Polyvinyl chloride is a plastic made by polymerizing a monomer called vinyl chloride. While PVC has many applications, one of the leading uses among these is the manufacture of pipes. You may well have PVC pipe under your sink at home. Given its use in plumbing, PVC often comes in contact with bleach and other corrosive chemicals that go down the drain.
While PVC is incompatible with many organic solvents, it has good corrosion resistance and is compatible with most common mineral acids and bases. You already know, for example, that pouring drain opener down your drain does not damage your PVC pipe, and drain opener contains sodium hydroxide a stronger base than the sodium hypochlorite in your bleach. Unlike sodium hydroxide, sodium hypochlorite is also an oxidizing agent, but PVC is nonetheless resistant to sodium hypochlorite as well.
PVC has excellent chemical compatibility with common household bleach brands, such as Chlorox. It is resistant to solutions of potassium, sodium and calcium hypochlorite, all of which are used in various types of bleach. It is also resistant to hydrogen peroxide, another compound sometimes used as a bleaching agent. Other peroxides, such as sodium perborate and sodium persulfate are likewise compatible with PVC, as are the bleaching liquors used by industry during processing of wood pulp.
In a broader sense, bleach refers to any compound that removes color from a material, usually by oxidizing pigment molecules. Consequently, many strong oxidizing agents can be considered bleach. Rigid PVC, like the kind used in pipes, is largely resistant to many common oxidizing agents, even compounds, such as chloric acid. Like most organic compounds, it is susceptible to attack by extremely strong oxidizing agents, such as fluorine gas.

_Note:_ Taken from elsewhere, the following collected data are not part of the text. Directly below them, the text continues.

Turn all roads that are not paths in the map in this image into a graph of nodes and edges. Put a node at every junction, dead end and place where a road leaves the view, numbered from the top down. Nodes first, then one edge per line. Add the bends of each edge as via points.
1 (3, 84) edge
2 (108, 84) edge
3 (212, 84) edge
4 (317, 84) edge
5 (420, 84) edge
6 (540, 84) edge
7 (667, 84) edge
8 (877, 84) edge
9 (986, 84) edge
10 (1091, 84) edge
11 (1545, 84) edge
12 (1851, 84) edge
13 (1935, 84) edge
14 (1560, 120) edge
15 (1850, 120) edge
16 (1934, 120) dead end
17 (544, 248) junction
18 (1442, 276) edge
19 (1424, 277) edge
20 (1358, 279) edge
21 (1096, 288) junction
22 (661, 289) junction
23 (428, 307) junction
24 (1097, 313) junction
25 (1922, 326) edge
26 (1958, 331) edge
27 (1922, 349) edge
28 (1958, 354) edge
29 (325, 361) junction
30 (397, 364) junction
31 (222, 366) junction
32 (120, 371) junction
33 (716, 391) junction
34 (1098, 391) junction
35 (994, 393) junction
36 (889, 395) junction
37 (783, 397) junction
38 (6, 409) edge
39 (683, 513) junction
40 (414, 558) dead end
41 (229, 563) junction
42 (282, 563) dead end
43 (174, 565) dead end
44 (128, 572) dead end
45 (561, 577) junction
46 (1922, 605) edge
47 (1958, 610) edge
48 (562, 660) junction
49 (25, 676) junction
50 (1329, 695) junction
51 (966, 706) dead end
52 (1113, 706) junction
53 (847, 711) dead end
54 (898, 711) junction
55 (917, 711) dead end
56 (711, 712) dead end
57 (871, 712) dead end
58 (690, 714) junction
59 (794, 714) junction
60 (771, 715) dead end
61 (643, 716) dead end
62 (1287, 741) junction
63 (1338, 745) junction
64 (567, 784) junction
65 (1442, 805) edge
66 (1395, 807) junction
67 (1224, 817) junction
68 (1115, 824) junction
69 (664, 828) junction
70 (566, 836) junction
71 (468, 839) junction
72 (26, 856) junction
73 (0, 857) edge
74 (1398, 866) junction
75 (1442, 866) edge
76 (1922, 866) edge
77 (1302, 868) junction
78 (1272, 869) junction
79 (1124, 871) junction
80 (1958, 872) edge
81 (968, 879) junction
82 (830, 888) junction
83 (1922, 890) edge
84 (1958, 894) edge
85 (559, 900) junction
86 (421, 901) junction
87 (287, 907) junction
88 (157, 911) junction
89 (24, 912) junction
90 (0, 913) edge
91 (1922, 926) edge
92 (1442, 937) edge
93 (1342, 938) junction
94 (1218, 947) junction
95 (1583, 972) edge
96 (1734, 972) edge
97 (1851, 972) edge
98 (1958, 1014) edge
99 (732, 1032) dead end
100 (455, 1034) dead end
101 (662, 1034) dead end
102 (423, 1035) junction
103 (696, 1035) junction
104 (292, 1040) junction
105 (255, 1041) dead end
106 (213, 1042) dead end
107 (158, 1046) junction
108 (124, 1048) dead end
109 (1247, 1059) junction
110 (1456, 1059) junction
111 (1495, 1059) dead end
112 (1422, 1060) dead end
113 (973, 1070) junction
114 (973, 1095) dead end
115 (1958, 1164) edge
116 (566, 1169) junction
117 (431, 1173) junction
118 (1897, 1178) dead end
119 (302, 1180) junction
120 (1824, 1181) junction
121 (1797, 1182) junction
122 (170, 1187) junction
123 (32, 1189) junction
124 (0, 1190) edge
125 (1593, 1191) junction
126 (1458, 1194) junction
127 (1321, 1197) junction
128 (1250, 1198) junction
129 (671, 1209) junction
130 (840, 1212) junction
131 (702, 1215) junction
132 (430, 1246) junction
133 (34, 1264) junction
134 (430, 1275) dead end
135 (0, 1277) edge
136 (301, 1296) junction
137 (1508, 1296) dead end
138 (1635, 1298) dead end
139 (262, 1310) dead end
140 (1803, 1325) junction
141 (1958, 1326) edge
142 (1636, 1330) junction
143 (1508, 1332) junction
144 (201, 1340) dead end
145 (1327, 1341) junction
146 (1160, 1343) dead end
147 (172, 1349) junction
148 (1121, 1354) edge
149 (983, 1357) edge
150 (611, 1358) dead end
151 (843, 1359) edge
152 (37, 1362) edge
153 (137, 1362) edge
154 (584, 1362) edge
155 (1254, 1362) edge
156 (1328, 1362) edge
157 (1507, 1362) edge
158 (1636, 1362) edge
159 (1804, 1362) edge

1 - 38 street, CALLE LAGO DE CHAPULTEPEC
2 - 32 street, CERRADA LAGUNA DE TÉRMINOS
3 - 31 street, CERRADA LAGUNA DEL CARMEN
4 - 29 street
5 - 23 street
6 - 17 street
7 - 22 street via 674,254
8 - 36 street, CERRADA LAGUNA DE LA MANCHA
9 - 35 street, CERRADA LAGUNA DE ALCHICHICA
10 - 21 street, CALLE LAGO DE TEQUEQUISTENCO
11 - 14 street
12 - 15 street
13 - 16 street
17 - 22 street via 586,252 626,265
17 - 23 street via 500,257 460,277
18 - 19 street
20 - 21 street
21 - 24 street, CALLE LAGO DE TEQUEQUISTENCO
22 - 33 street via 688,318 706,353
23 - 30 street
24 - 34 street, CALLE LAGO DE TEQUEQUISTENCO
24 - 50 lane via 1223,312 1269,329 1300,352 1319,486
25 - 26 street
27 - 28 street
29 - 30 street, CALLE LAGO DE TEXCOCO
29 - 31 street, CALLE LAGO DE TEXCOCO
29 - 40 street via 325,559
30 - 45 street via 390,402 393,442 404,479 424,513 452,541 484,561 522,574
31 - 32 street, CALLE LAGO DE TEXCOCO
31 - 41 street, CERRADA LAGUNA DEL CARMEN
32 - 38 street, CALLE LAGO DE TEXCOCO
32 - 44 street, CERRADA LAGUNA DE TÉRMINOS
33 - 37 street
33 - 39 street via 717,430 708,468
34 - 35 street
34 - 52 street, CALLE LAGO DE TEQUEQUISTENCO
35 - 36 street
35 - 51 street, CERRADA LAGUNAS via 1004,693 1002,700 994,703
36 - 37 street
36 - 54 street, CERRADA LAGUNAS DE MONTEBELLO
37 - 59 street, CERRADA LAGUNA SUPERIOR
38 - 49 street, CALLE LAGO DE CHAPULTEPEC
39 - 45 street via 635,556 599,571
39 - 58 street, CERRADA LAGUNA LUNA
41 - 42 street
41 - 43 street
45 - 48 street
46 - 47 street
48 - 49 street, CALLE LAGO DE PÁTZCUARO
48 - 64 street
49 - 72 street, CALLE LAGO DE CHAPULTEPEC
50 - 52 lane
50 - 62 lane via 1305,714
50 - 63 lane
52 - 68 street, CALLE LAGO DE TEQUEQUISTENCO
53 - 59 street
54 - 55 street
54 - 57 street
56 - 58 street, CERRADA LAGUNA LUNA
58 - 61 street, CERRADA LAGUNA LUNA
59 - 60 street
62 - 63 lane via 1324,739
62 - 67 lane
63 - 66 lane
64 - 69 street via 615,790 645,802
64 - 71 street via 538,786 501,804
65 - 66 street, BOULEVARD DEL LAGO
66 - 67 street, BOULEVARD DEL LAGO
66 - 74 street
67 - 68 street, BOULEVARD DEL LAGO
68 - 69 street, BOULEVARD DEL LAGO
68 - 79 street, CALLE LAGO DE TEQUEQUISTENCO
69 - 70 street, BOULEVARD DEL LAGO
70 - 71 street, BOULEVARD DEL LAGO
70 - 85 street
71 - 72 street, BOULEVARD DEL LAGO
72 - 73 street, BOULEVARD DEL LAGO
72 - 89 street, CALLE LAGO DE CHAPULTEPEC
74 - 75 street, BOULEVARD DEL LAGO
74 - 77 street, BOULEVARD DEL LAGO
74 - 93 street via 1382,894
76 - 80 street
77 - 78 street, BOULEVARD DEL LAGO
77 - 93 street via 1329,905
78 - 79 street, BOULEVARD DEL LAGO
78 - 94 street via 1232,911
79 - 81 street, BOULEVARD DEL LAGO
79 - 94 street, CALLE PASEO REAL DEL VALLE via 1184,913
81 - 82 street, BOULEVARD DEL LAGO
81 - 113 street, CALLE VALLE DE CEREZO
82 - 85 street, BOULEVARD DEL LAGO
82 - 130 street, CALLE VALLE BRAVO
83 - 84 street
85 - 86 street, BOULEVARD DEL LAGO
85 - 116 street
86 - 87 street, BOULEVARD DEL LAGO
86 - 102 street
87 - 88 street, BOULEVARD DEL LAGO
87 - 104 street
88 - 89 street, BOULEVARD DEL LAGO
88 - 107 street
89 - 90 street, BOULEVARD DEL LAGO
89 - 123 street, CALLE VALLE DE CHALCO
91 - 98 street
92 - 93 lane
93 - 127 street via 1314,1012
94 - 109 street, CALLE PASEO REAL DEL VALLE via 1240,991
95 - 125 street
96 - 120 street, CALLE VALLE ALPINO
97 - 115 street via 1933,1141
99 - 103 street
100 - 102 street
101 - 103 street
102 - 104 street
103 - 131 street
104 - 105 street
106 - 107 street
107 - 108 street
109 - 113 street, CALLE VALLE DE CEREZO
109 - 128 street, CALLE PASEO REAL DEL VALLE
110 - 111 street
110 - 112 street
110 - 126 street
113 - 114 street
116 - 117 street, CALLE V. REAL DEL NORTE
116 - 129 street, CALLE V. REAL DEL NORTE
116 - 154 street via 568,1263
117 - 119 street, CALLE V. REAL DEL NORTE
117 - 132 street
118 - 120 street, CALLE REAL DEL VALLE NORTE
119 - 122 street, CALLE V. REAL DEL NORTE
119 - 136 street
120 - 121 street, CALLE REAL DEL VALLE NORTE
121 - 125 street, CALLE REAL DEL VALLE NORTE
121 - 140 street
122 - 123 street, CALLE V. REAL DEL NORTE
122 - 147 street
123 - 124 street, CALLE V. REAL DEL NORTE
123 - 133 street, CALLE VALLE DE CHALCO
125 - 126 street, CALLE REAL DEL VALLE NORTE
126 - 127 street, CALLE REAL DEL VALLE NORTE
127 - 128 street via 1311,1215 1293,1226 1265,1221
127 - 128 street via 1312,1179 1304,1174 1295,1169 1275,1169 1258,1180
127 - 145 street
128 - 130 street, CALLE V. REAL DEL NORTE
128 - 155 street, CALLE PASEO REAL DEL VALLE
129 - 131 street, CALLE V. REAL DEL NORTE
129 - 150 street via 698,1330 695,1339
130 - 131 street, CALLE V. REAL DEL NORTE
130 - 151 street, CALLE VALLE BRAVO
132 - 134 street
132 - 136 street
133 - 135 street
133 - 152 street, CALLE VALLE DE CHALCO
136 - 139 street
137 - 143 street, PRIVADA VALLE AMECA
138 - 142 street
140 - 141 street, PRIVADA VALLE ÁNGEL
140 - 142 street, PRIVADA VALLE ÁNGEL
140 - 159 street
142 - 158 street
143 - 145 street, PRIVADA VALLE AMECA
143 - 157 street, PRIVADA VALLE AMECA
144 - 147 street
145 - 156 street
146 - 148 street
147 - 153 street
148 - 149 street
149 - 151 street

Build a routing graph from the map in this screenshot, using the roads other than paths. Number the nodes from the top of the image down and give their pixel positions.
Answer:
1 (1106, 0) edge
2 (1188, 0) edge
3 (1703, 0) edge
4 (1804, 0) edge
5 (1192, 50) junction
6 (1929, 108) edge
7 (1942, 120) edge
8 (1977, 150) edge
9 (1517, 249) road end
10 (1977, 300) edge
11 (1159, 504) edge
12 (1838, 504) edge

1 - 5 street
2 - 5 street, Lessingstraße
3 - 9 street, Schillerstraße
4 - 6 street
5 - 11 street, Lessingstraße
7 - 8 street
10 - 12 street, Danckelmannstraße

PVC also displays good resistance to ozone, another compound sometimes used as a bleaching agent. Chemicals incompatible with PVC are organic solvents and reagents like phenol, extremely strong oxidizing agents and various other compounds, such as barium cyanide -- all compounds the PVC in your home is unlikely to encounter. The bleaches you can buy at the supermarket are all sodium hypochlorite solutions and should certainly work just fine with PVC.